The Hat Man Has Candy
Slowly creeping through your home in the dark is never a good idea, but when it’s late at night, the lights are off and you hear the sound of crackling bones and cellophane in your living room you might take a peak around the dark corners with whatever light you have at hand.
That’s exactly what I did... and have been doing every night since the first time I heard that exact sound. It happens at different times on different nights, but it’s always the same sound. Crackling as if stiff bones are rubbing together and then the twist of cellophane like... candy wrappers untwisting. It’s an unsettling sound to hear. You’d immediately think critters or rodents, but I can’t find them.
Then there is always that unsettling feeling of a presence in the room with me. That feeling when you play hide-and-go-seek blindfolded with a friend. You know they are there with you but you can’t see them standing right next to you. That feeling, but awake, alone, in your home, standing in the middle of a dark room. Open space feeling bigger and smaller all at once. Did I hear breathing?
The shapes and shadows in the room begin to make their own new shapes and shadows. Staring in the dark is a surreal horrifying experience. The classic pile of clothes in the bedroom looking like a monster sitting in your favorite chair. Trees outside catching light and fooling your imagination into thinking arms are crawling into your room, into your bed, into you. A lamp in the corner looking like an intruder. But here I am now, standing in the middle of my dark living room staring at the corner of the room. The corner that has no chair. The corner that has no windows and no trees. The corner with no lamp. I stare into the corner seeing a tall figure with a hat on starring back at me. “Snap. Twist.”
I stop breathing and paralyze myself. I blink over and over again trying to figure out what I am seeing and hoping that the figure will go away or at least bring sense back into me. Maybe I did put something over there? Maybe it’s just.. “Snap... Twist”
Now I am quite sure the figure is slowly moving. Slowly getting larger. Slowly... getting closer?
I feel myself slowly rock back and slightly moves away from the corner, but this dream state won’t let me move at any proper pace. I don’t know if I am moving at all to be honest. It’s moving closer. HE is moving closer.

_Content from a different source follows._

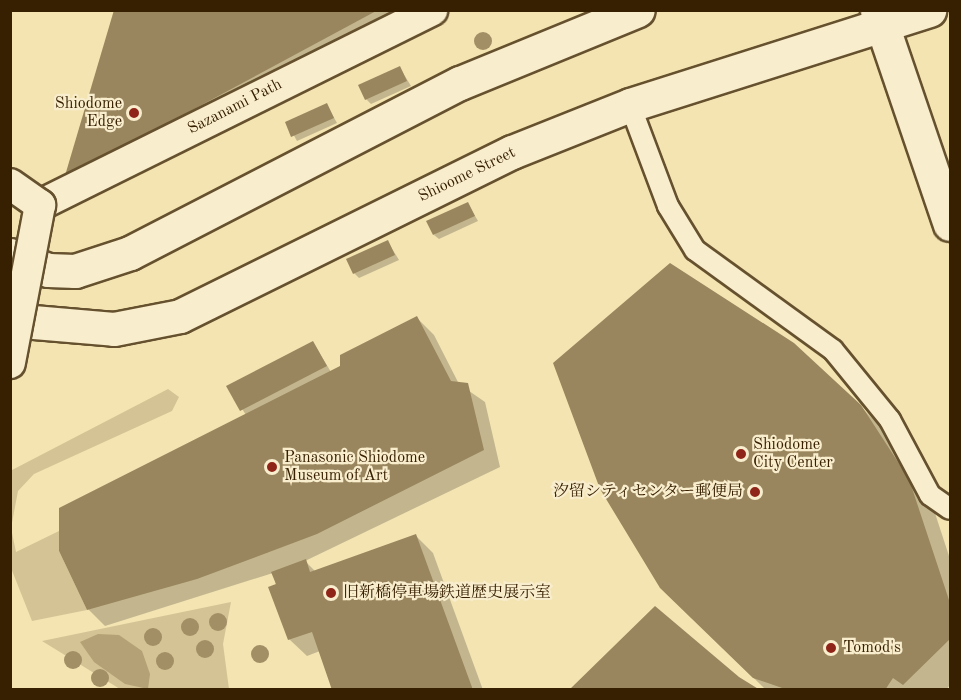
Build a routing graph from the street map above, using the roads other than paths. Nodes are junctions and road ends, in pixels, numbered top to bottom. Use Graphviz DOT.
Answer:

As the tall figure grows bigger and closer it moves into the slightest splash of light from outside the window across the room. I can see the silhouette of a man in a large, brimmed hat leaning forward, only his mouth enters the light. I can see the chiseled jawline and his lips as they crack an eerie smile. I hear it again, “Snap.. Wist..” His overly long and pale fingers protrude out into a lower splash of light to present a wrapped hard candy.
Frozen, only my eyes can move to look at the candy in his hand. My eyes jet back up to his mouth that has now pouted it’s lips as if curiosity and anger have come together. And then to my surprise, he begins to whistle a terrifying tune.
The tune slithers through the air, shrill and broken, like an old music box struggling to remember its song. My ears ring. The air thickens. Every breath I take feels like inhaling syrup.
He tilts his head, the brim of his hat dipping low enough to swallow his eyes. The candy glints faintly in his hand, the wrapper trembling between his fingers. He holds it out toward me—closer now, impossibly close—and I smell something sweet and rotting, like sugar gone sour.
The whistle stops.
“Go on,” he says, though I don’t see his lips move. The voice crawls into my mind instead of my ears. “It’s yours.”
I shake my head, but my hand… it doesn’t listen. It rises on its own. My fingers—trembling, cold—reach toward the candy. The wrapper crackles in my grasp. “Snap… Twist…”
As it unwraps, the sound echoes from every corner of the room, like a chorus. I can hear it behind me now, above me, beneath the floorboards.
Inside the wrapper, there’s no candy. Just a small, yellowed tooth.
He smiles wider—too wide—and begins to hum again. My vision folds in on itself, the corners of the room stretching like fabric. My jaw aches. My teeth rattle in their sockets.
Then I understand the sound I’ve been hearing all along.
“Snap.” My own jaw.
“Twist.” My neck.
The darkness bends forward and swallows the light, and all that’s left is the faint rustle of cellophane… and his soft, whistled tune, coming from the corner where I used to stand.